(AIM OF THE TASK):
Omit the images and return the remaining entries unchanged.

Start of RECORDS SHOWN

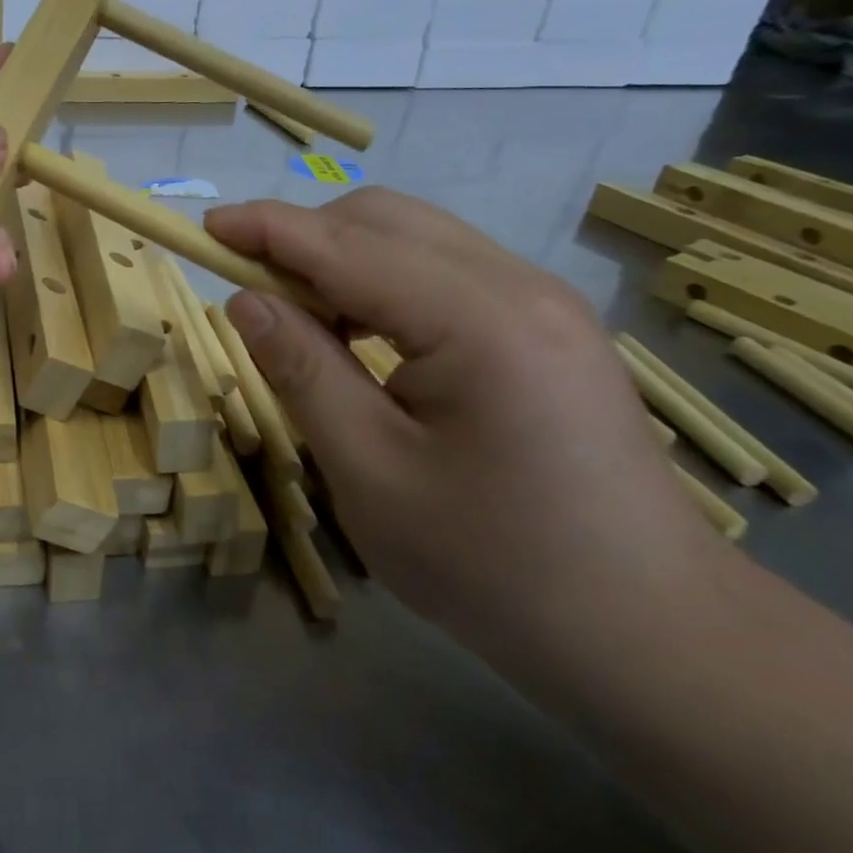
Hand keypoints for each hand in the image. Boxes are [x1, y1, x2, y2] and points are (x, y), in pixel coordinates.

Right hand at [206, 189, 723, 671]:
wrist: (648, 633)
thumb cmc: (494, 566)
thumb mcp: (370, 473)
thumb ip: (303, 371)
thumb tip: (245, 301)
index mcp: (479, 321)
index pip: (346, 245)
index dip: (266, 228)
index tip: (204, 227)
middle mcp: (519, 286)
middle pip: (384, 219)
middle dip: (302, 237)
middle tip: (248, 288)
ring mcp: (543, 302)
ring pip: (414, 237)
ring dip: (340, 257)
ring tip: (297, 316)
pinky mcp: (547, 326)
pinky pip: (443, 270)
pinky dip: (381, 280)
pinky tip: (360, 332)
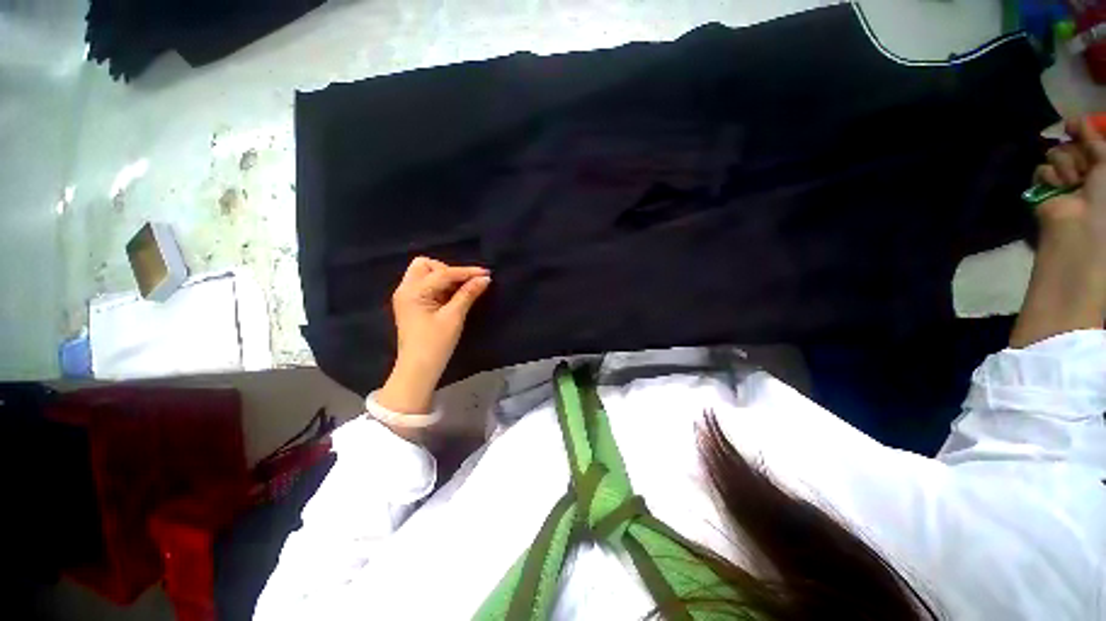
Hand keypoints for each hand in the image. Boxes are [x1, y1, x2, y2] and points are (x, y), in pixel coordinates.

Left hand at [377, 257, 490, 415]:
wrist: (418, 370)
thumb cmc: (435, 344)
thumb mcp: (454, 317)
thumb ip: (468, 294)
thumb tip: (484, 279)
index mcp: (413, 292)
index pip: (443, 273)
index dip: (466, 272)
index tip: (486, 273)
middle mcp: (405, 289)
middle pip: (425, 265)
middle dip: (447, 270)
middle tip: (464, 284)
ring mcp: (407, 297)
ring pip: (425, 274)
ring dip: (444, 278)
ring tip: (461, 291)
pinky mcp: (412, 305)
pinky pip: (426, 286)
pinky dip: (441, 287)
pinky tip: (453, 296)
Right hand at [1034, 117, 1105, 248]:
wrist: (1083, 224)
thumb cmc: (1104, 193)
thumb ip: (1093, 137)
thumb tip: (1073, 120)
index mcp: (1099, 164)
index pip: (1087, 138)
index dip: (1081, 129)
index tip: (1072, 125)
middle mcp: (1082, 169)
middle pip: (1070, 144)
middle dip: (1075, 152)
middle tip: (1084, 169)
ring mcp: (1062, 179)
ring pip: (1056, 154)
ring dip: (1065, 165)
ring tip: (1072, 182)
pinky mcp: (1043, 188)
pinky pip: (1042, 170)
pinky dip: (1050, 177)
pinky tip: (1058, 187)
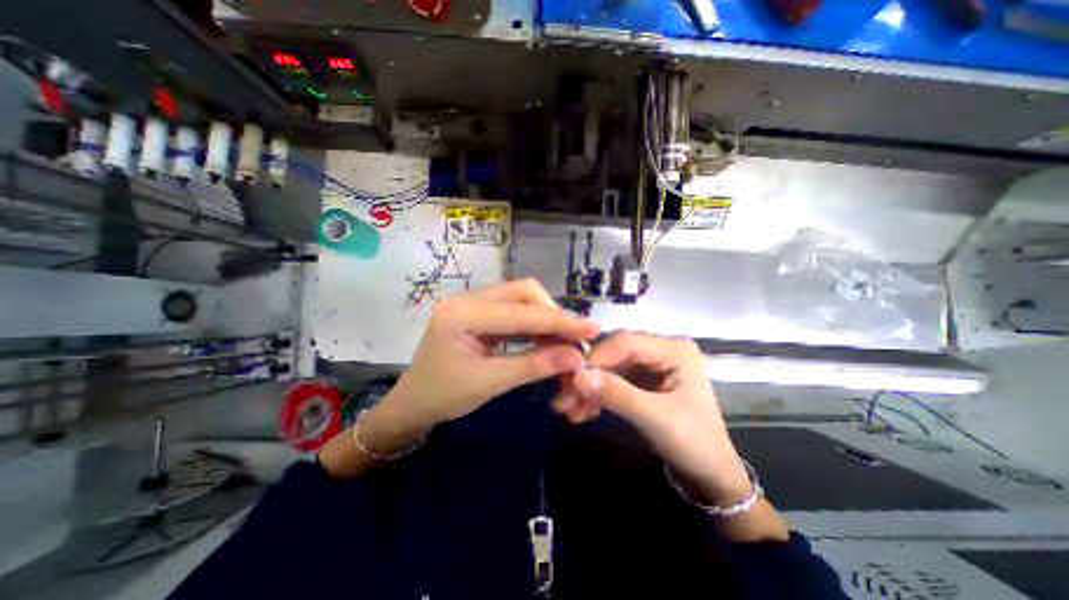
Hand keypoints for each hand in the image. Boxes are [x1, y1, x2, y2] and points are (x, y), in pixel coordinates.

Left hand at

End of RECORDS SHOWN

(EXERCISE RESULT):
Hand keypoints for each hand in the image. Boxes are [x1, y1, x2, y2] and points are (x, y), in pixel coordinates.

Right hand at [206, 189, 723, 671]:
wrist: (648, 633)
thumb cmc: (494, 566)
thumb mcp: (370, 473)
thumb ip: (303, 371)
thumb tip: (245, 301)
index mcp: (479, 321)
index pip: (346, 245)
index dip: (266, 228)
index tip: (204, 227)
middle mcp: (519, 286)
middle pip: (384, 219)
middle dip: (302, 237)
middle tip: (248, 288)
ring mcp: (543, 302)
ring pip: (414, 237)
ring dip: (340, 257)
ring tip: (297, 316)
pinky mcp: (547, 326)
pinky pip: (443, 270)
pinky dip: (381, 280)
pinky tip: (360, 332)
Hand keypoints for each hand in the image. Boxes are [x1, y1, x2, y2] and points are (x, y), in pixel coordinates.

Left hand at [377, 257, 490, 415]:
wrist: (418, 370)
thumb cmc: (435, 344)
thumb mcp: (454, 317)
thumb ip: (468, 294)
thumb tip: (484, 279)
index mcp: (413, 292)
index pip: (443, 273)
index dip: (466, 272)
index tip: (486, 273)
middle mcp: (405, 289)
middle pip: (425, 265)
middle dip: (447, 270)
middle tip: (464, 284)
ring mcp: (407, 297)
ring pip: (425, 274)
ring dip: (444, 278)
ring tip: (461, 291)
pinky mcp: (412, 305)
pinky pip: (426, 286)
pinky dip: (441, 287)
pinky tip: (453, 296)
Right hand at [1034, 117, 1105, 248]:
wrist: (1083, 224)
thumb cmc: (1104, 193)
thumb ip: (1093, 137)
thumb tip: (1073, 120)
index mcp: (1099, 164)
index pip: (1087, 138)
index dip: (1081, 129)
index tip: (1072, 125)
middle mcp: (1082, 169)
middle pip: (1070, 144)
middle dip: (1075, 152)
middle tip: (1084, 169)
ring mcp: (1062, 179)
ring pip: (1056, 154)
ring dip: (1065, 165)
ring tip: (1072, 182)
pinky mcp: (1043, 188)
pinky pip: (1042, 170)
pinky dip: (1050, 177)
pinky tip: (1058, 187)
Hand keypoints for each hand in the image. Boxes are [x1, y1, x2, y2] and points are (x, y), in pixel coordinates.

Left hand at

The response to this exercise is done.